> **TASK OBJECTIVE**
In the entries below, count every line containing "nodes". Return the number and nothing else.

╭─ RECORDS FOR PROCESSING

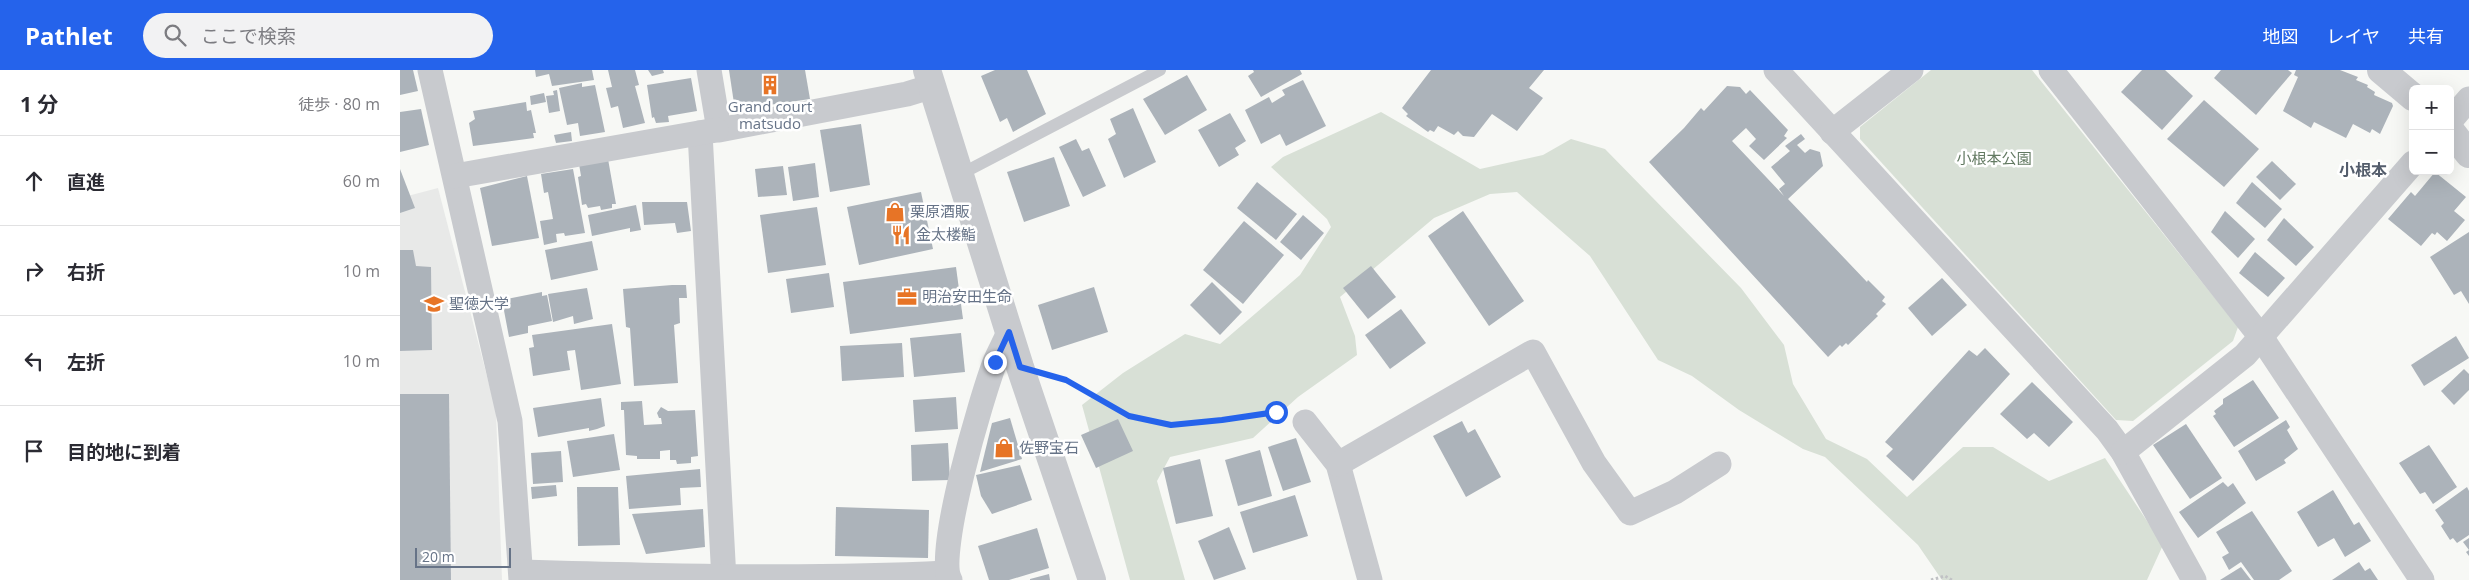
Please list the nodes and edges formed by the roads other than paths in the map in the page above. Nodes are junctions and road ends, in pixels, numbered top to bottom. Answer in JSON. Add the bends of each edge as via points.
{"nodes":[{"id":1,"x":430,"y":70,"type":"edge"},
{"id":2,"x":709,"y":70,"type":"edge"},
{"id":3,"x":1160,"y":70,"type":"edge"},
{"id":4,"x":1776,"y":70,"type":"edge"},
{"id":5,"x":1911,"y":70,"type":"edge"},
{"id":6,"x":2051,"y":70,"type":"edge"},
{"id":7,"x":2381,"y":70,"type":"edge"},
{"id":8,"x":930,"y":78,"type":"edge"},
{"id":9,"x":2409,"y":94,"type":"edge"},
{"id":10,"x":2469,"y":100,"type":"edge"},
{"id":11,"x":2454,"y":117,"type":"edge"},
{"id":12,"x":709,"y":132,"type":"junction"},
{"id":13,"x":1832,"y":132,"type":"junction"},
{"id":14,"x":2454,"y":135,"type":"edge"},
{"id":15,"x":2469,"y":154,"type":"edge"},
{"id":16,"x":2409,"y":168,"type":"edge"},
{"id":17,"x":961,"y":174,"type":"junction"},
{"id":18,"x":454,"y":176,"type":"junction"},
{"id":19,"x":1009,"y":332,"type":"junction"},
{"id":20,"x":2261,"y":337,"type":"junction"},
{"id":21,"x":1305,"y":422,"type":"road end"},
{"id":22,"x":2123,"y":452,"type":"junction"},
{"id":23,"x":1338,"y":464,"type":"junction"},
{"id":24,"x":1719,"y":464,"type":"dead end"},
{"id":25,"x":521,"y":576,"type":"edge"},
{"id":26,"x":948,"y":577,"type":"edge"},
{"id":27,"x":724,"y":579,"type":"edge"},
{"id":28,"x":1092,"y":580,"type":"edge"},
{"id":29,"x":1370,"y":580,"type":"edge"},
{"id":30,"x":2194,"y":580,"type":"edge"},
{"id":31,"x":2422,"y":580,"type":"edge"}],
"edges":[{"from":1,"to":18,"type":"street"},
{"from":2,"to":12,"type":"street"},
{"from":3,"to":17,"type":"lane"},
{"from":4,"to":13,"type":"street"},
{"from":5,"to":13,"type":"street"},
{"from":6,"to":20,"type":"street"},
{"from":7,"to":9,"type":"street"},
{"from":8,"to":12,"type":"street","via":[[907,94]]},
{"from":8,"to":17,"type":"street"},
{"from":10,"to":11,"type":"street"},
{"from":12,"to":18,"type":"street"},
{"from":12,"to":27,"type":"street"},
{"from":13,"to":22,"type":"street","via":[[2107,430]]},
{"from":14,"to":15,"type":"street"},
{"from":16,"to":20,"type":"street"},
{"from":17,"to":19,"type":"street"},
{"from":18,"to":25,"type":"street","via":[[510,421]]},
{"from":19,"to":26,"type":"street","via":[[995,362],[970,444],[948,546]]},
{"from":19,"to":28,"type":"street"},
{"from":20,"to":22,"type":"street","via":[[2245,355]]},
{"from":20,"to":31,"type":"street"},
{"from":21,"to":23,"type":"street"},
{"from":22,"to":30,"type":"street"},
{"from":23,"to":24,"type":"street","via":[[1533,352],[1594,463],[1630,513],[1675,492]]},
{"from":23,"to":29,"type":"street"},
{"from":25,"to":27,"type":"street"},
{"from":26,"to":27,"type":"street"}]}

╰─

> **RESPONSE FOR THIS EXERCISE**
2